The following summarizes the major provisions of the proposed tax legislation, and provides a comparison where there are differences between the House Bill and the Senate Bill. If enacted, the legislation will be effective for taxable years beginning after December 31, 2017, unless otherwise noted below.
Corporate Taxation
- Rates. Under current law, corporations are subject to a maximum tax rate of 35 percent.
- House Bill. Reduces the corporate tax rate to a flat 20 percent rate.
- Senate Bill. Same, but is not effective until taxable years beginning after December 31, 2018.
- Capital Investment. Under current law, a 50 percent write-off (subject to phase-out) is generally available for new property placed in service before January 1, 2020.
- House Bill. Allows taxpayers to fully and immediately expense 100 percent of the cost of qualified property acquired and placed in service after September 27, 2017 and before January 1, 2023. In addition, the 100 percent write-off is expanded to certain used property acquired by the taxpayer. Special prior law phase-out rules apply to property acquired before September 28, 2017 and placed in service after September 27, 2017.
- Senate Bill. Same, but this benefit is not extended to used property.

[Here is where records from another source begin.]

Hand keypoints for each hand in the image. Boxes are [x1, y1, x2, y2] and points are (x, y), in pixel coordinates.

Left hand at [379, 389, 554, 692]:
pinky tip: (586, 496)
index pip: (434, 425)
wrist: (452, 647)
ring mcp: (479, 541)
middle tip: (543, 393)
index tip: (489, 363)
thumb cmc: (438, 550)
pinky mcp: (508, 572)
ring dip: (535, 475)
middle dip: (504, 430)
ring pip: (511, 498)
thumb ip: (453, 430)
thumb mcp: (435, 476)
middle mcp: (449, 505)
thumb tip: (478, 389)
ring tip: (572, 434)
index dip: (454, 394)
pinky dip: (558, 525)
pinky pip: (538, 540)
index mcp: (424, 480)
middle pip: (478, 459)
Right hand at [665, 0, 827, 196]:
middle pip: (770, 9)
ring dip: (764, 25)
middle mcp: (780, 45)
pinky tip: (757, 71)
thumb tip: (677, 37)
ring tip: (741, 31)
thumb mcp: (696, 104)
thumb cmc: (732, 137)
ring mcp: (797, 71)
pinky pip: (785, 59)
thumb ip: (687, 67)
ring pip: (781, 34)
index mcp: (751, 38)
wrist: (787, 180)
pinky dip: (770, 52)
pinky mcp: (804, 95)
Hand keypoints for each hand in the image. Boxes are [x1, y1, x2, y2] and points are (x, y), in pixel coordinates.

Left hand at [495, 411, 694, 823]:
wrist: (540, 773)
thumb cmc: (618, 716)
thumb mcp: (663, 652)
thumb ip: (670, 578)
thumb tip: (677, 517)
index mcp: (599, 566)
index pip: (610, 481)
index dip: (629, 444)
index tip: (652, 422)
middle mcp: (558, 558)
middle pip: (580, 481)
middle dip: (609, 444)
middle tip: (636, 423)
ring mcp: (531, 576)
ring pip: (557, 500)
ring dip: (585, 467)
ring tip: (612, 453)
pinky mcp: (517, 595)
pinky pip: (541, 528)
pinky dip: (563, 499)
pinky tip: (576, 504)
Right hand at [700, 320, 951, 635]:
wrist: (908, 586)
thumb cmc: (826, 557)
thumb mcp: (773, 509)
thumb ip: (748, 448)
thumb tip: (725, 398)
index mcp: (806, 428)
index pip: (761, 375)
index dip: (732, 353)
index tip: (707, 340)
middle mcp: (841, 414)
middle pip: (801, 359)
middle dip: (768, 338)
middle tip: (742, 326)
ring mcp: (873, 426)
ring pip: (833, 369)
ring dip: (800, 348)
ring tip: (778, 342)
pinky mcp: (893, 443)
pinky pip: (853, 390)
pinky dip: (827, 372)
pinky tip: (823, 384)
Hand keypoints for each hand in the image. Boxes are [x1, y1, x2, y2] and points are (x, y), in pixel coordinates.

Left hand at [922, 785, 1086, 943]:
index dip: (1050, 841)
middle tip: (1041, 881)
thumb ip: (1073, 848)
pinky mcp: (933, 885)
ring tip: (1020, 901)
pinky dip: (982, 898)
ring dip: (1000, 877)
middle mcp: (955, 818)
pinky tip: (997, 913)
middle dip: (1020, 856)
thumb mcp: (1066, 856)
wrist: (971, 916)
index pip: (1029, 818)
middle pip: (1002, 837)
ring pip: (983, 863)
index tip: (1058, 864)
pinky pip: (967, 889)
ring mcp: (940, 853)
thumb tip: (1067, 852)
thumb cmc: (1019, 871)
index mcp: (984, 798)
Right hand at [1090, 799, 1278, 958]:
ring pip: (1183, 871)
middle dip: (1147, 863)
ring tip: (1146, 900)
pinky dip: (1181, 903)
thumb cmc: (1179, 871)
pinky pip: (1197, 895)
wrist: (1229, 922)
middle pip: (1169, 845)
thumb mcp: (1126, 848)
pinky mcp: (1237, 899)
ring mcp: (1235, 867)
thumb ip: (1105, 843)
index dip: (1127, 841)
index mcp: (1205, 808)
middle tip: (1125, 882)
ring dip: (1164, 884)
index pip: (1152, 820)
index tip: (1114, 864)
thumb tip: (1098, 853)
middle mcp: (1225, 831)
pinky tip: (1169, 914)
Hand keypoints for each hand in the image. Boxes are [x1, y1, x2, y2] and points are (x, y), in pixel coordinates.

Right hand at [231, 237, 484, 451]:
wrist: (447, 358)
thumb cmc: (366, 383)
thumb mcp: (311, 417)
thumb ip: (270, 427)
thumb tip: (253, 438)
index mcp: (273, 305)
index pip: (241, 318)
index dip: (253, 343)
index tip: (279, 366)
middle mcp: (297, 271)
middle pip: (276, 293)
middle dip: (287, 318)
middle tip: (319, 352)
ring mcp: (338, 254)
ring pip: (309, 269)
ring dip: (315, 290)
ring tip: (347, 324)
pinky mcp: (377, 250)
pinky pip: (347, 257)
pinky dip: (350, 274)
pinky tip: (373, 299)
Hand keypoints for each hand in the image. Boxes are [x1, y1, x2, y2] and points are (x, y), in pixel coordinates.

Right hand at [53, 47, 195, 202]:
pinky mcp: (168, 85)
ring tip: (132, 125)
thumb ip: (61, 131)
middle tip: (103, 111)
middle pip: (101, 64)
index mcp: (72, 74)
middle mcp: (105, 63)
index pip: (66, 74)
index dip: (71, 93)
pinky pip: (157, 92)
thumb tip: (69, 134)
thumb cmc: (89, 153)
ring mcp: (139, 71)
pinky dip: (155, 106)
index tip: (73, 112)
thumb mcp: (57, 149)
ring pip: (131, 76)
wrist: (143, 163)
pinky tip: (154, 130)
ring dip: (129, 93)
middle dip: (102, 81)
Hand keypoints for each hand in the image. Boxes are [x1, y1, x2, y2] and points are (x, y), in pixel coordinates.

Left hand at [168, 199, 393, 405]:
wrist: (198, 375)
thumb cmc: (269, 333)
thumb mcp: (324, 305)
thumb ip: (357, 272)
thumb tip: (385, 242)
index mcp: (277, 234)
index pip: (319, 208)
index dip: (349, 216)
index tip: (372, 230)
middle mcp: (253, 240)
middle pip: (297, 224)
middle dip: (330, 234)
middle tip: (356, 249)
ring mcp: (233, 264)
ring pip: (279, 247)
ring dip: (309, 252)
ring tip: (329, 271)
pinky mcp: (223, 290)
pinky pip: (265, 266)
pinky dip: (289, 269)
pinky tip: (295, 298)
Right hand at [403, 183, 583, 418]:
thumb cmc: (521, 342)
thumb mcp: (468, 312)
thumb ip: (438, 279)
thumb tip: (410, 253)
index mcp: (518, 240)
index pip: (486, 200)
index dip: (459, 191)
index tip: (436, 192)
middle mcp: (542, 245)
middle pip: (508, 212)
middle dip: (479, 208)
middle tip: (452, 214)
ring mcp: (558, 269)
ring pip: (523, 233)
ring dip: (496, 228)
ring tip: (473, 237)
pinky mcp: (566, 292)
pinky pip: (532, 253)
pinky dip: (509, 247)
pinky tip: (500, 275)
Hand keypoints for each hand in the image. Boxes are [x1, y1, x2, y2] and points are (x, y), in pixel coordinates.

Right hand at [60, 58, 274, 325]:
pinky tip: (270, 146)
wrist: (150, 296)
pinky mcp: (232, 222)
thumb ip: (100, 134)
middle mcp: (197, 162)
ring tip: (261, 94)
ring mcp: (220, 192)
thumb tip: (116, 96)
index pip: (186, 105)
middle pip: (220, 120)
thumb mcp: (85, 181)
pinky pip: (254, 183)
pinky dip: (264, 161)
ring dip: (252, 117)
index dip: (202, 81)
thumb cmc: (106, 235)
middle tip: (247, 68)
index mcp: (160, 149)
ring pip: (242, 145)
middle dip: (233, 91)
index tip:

- Dividend Received Deduction. Under current law, corporations are entitled to a 70 percent dividend received deduction (DRD) on dividends received from corporate subsidiaries. If the corporation receiving the dividend owns more than 20 percent, but less than 80 percent of the corporation paying the dividend, the DRD is 80 percent of the dividend received.
- House Bill. Reduces the 80 percent DRD to 65 percent, and the 70 percent DRD to 50 percent.
- Senate Bill. Same.
- Observation. These downward adjustments are necessary to preserve the current law effective tax rates on dividends entitled to the DRD.
- Interest Deductions.
- House Bill. Limits, with certain exceptions, the deduction in any taxable year for business interest to the sum of (i) business interest income for that year; plus (ii) 30 percent of the adjusted taxable income for the year. For this purpose, “business interest” is interest paid or accrued on indebtedness properly allocable to a trade or business. “Business interest income” is interest income properly allocable to a trade or business. “Adjusted taxable income” is a taxpayer’s taxable income, computed without regard to, among other items, business interest or business interest income, net operating loss deductions, and deductions for depreciation, amortization or depletion. Any disallowed interest may be carried forward indefinitely and, in the case of certain corporate taxpayers, preserved as a tax attribute in certain corporate acquisitions. The disallowance rule applies to taxable years beginning after December 31, 2017. The limitations on interest deductions contained in the “earnings stripping” rules of present Internal Revenue Code § 163(j) are repealed.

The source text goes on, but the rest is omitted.